”Le Monde Diplo” découvre enfin la Wallonie

Chronique de José Fontaine

Le samedi 30 octobre, j’écrivais sur sur VIGILE : « Le Monde Diplomatique est très décevant, tant pour les Wallons que pour les Québécois. Et en ce qui concerne la Belgique, en particulier la Wallonie, jamais - je dis bien : jamais - je n’ai lu dans ce périodique la moindre analyse réellement novatrice ou inspirante sur la Belgique. Jamais ! Encore moins sur la Wallonie encore décrite récemment (en juin), comme vivant ”sous perfusion de l’Etat belge”, ce qui est une parole qui n’est que le reflet d’un nationalisme flamand parfaitement exagéré, comme les événements récents le montrent. ».
La bourgeoisie francophone n’est pas la Wallonie
C’est vraiment la première fois (alors que Le Monde Diplomatique est situé à gauche), que le lien entre le syndicalisme et mouvement wallon est reconnu depuis que ce journal paraît. L’analyse – nouvelle du moins pour ce journal français - est due à Marc Jacquemain, professeur de sociologie à l’Université de Liège. Mais y a des centaines de plumes en Wallonie (et dans le monde anglo-saxon, ce qui est rageant pour des francophones), capables de faire ces remarques, ce qui n’enlève rien aux lignes intelligentes et pénétrantes de Marc Jacquemain. Contrairement à ce qui se passe en Flandre, l’attachement des Wallons à la Wallonie (comparable en intensité à celui d’autres attachements nationaux), peut se combiner à un attachement à la Belgique. Comme Pierre Lebrun ou Michel Quévit – entre autres - le font depuis des siècles, M. Jacquemain explique que la Belgique a d’abord été dominée par une bourgeoisie francophone transrégionale. Le combat flamand a visé à se libérer de la domination à la fois sociale mais aussi « étrangère » de cette classe sociale ni wallonne, ni flamande, ni bruxelloise, mais belge (de langue française). Classe d’opinion plutôt libérale ce qui heurte le petit peuple flamand catholique et qui vaut au mouvement flamand l’appui de l’Eglise dès le départ.

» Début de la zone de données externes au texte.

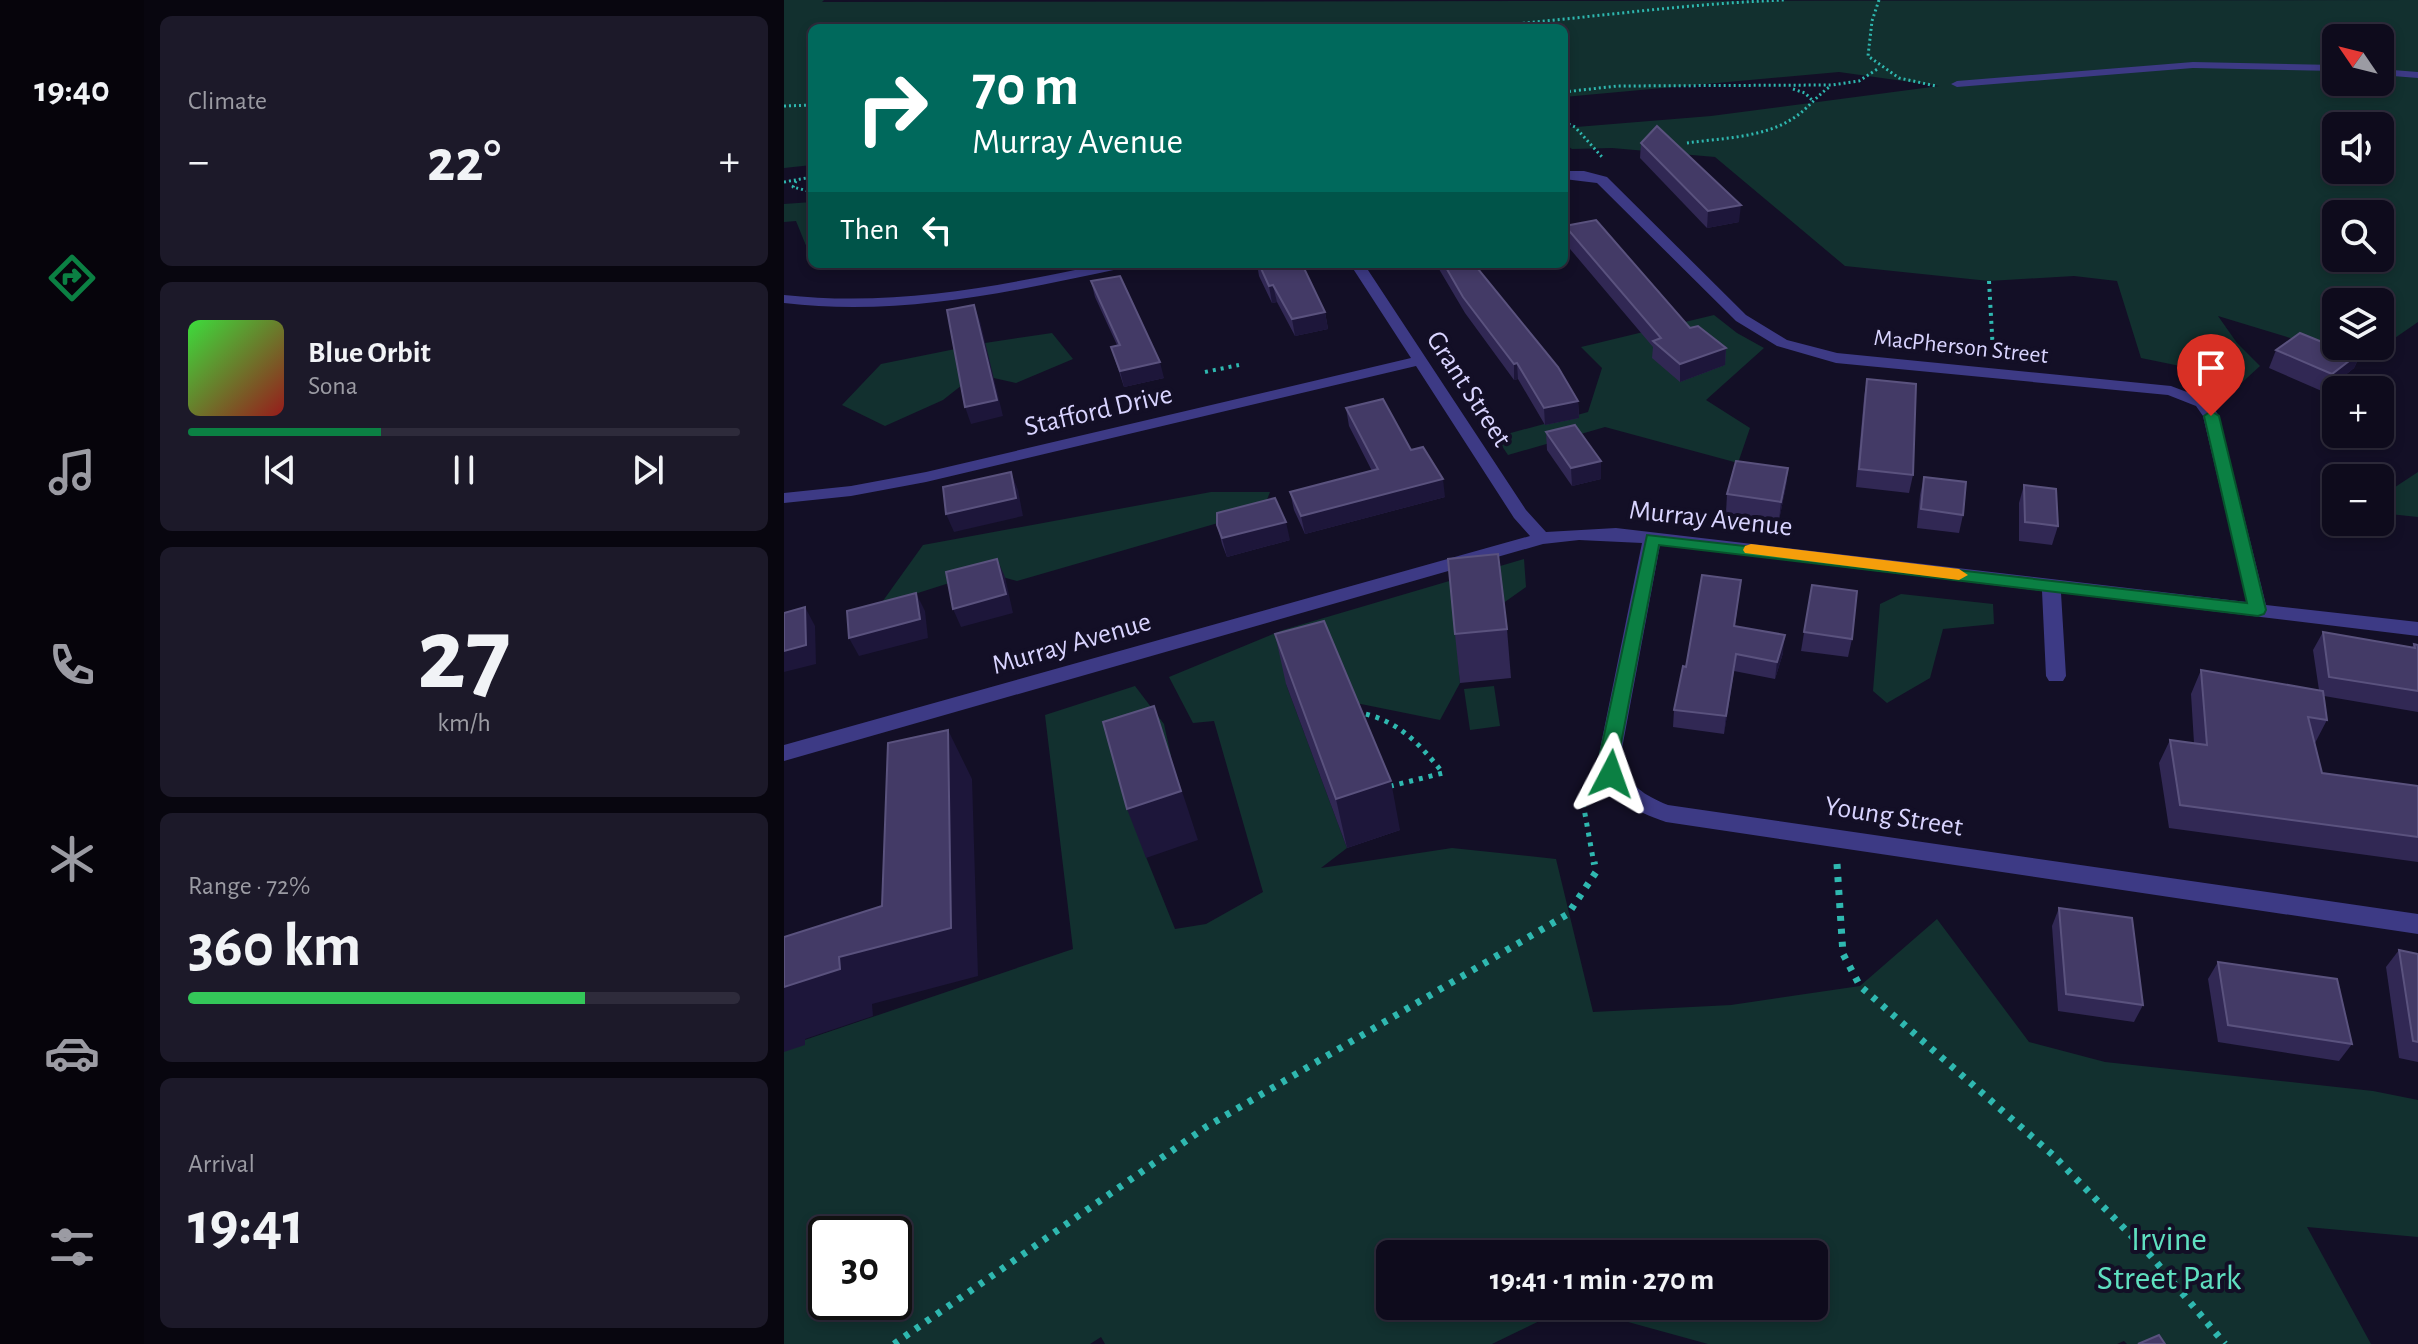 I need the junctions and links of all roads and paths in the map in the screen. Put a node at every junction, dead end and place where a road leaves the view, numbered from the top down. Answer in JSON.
{"nodes":[{"id":1,"x":1784,"y":0,"type":"edge"},
{"id":2,"x":1879,"y":0,"type":"edge"},
{"id":3,"x":1516,"y":24,"type":"edge"},
{"id":4,"x":2322,"y":67,"type":"edge"},
{"id":5,"x":1879,"y":68,"type":"junction"},
{"id":6,"x":2394,"y":73,"type":"edge"},
{"id":7,"x":2418,"y":75,"type":"edge"},
{"id":8,"x":1957,"y":84,"type":"joint"},
{"id":9,"x":1832,"y":85,"type":"junction"},
{"id":10,"x":1782,"y":87,"type":"junction"},
{"id":11,"x":1568,"y":92,"type":"edge"},
{"id":12,"x":1812,"y":100,"type":"junction"},
{"id":13,"x":808,"y":105,"type":"edge"},
{"id":14,"x":784,"y":106,"type":"edge"},
{"id":15,"x":1568,"y":124,"type":"edge"},
{"id":16,"x":1687,"y":143,"type":"dead end"},
{"id":17,"x":1568,"y":175,"type":"edge"},
{"id":18,"x":1594,"y":177,"type":"junction"},
{"id":19,"x":808,"y":178,"type":"edge"},
{"id":20,"x":796,"y":181,"type":"junction"},
{"id":21,"x":784,"y":182,"type":"edge"},
{"id":22,"x":808,"y":191,"type":"edge"},
{"id":23,"x":1102,"y":268,"type":"edge"},
{"id":24,"x":1360,"y":268,"type":"edge"},
{"id":25,"x":1989,"y":281,"type":"dead end"},
{"id":26,"x":784,"y":299,"type":"edge"},
{"id":27,"x":1422,"y":360,"type":"junction"},
{"id":28,"x":1239,"y":365,"type":"dead end"},
{"id":29,"x":1205,"y":372,"type":"dead end"},
{"id":30,"x":1994,"y":372,"type":"junction"},
{"id":31,"x":784,"y":498,"type":"edge"},
{"id":32,"x":1542,"y":538,"type":"junction"},
{"id":33,"x":1652,"y":539,"type":"junction"},
{"id":34,"x":2051,"y":585,"type":"junction"},
{"id":35,"x":2258,"y":610,"type":"junction"},
{"id":36,"x":2418,"y":629,"type":"edge"},
{"id":37,"x":2056,"y":676,"type":"dead end"},
{"id":38,"x":1350,"y":711,"type":"edge"},
{"id":39,"x":784,"y":753,"type":"edge"},
{"id":40,"x":1382,"y":788,"type":"edge"},
{"id":41,"x":1583,"y":803,"type":"dead end"},
{"id":42,"x":1837,"y":864,"type":"dead end"},
{"id":43,"x":2418,"y":924,"type":"edge"},
{"id":44,"x":894,"y":1344,"type":"edge"},
{"id":45,"x":2225,"y":1344,"type":"edge"}],
"edges":[{"from":1,"to":3,"type":"path"},
{"from":2,"to":5,"type":"path"},
{"from":4,"to":8,"type":"street"},
{"from":5,"to":8,"type":"path"},
{"from":5,"to":9,"type":"path"},
{"from":6,"to":7,"type":"street"},
{"from":9,"to":10,"type":"path"},
{"from":9,"to":12,"type":"path"},
{"from":10,"to":11,"type":"path"},
{"from":10,"to":12,"type":"path"},
{"from":12,"to":16,"type":"path"},
{"from":13,"to":14,"type":"path"},
{"from":15,"to":18,"type":"path"},
{"from":17,"to":18,"type":"street"},
{"from":18,"to":30,"type":"street","name":"MacPherson Street"},
{"from":19,"to":20,"type":"path"},
{"from":20,"to":21,"type":"path"},
{"from":20,"to":22,"type":"path"},
{"from":23,"to":26,"type":"street"},
{"from":24,"to":27,"type":"street","name":"Grant Street"},
{"from":25,"to":30,"type":"path"},
{"from":27,"to":31,"type":"street","name":"Stafford Drive"},
{"from":27,"to":32,"type":"street","name":"Grant Street"},
{"from":28,"to":29,"type":"path"},
{"from":30,"to":35,"type":"street","name":"MacPherson Street"},
{"from":32,"to":33,"type":"street","name":"Murray Avenue"},
{"from":32,"to":39,"type":"street","name":"Murray Avenue"},
{"from":33,"to":34,"type":"street","name":"Murray Avenue"},
{"from":33,"to":43,"type":"street","name":"Young Street"},
{"from":34,"to":35,"type":"street","name":"Murray Avenue"},
{"from":34,"to":37,"type":"street"},
{"from":35,"to":36,"type":"street","name":"Murray Avenue"},
{"from":38,"to":40,"type":"path"},
{"from":41,"to":44,"type":"path"},
{"from":42,"to":45,"type":"path"}]}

La classe ouvrière wallonne
Après la Deuxième guerre mondiale, la prospérité wallonne s’affaiblit et la Flandre s’industrialise. Dans les années 60 la Flandre surpasse la Wallonie sur le plan économique : « L’affirmation wallonne », écrit M.Jacquemain, «particulièrement forte à cette époque (années 60) s’appuie alors largement sur la classe ouvrière locale. Les syndicalistes (plus que les politiques) revendiquent à la fois l’autonomie et ce que l’on appelle les ”réformes de structures ” à savoir un interventionnisme accru des pouvoirs publics pour enrayer le déclin industriel. La revendication n’est alors que très accessoirement culturelle : il s’agit avant tout de disposer des moyens institutionnels de mener une politique économique et sociale adaptée à la crise. Ironie de l’histoire, le versant institutionnel de ce programme, l’autonomie régionale, se réalisera à partir des années 1980, au moment où, sous la poussée de l’idéologie néolibérale en Europe comme aux Etats-Unis, le rôle de l’Etat est déligitimé et progressivement réduit. » Il écrit ensuite : « Le mouvement wallon s’est donc d’abord construit comme un courant social, largement interpénétré avec le monde ouvrier et dont l’ennemi ne fut pas une élite étrangère mais le capitalisme lui-même. »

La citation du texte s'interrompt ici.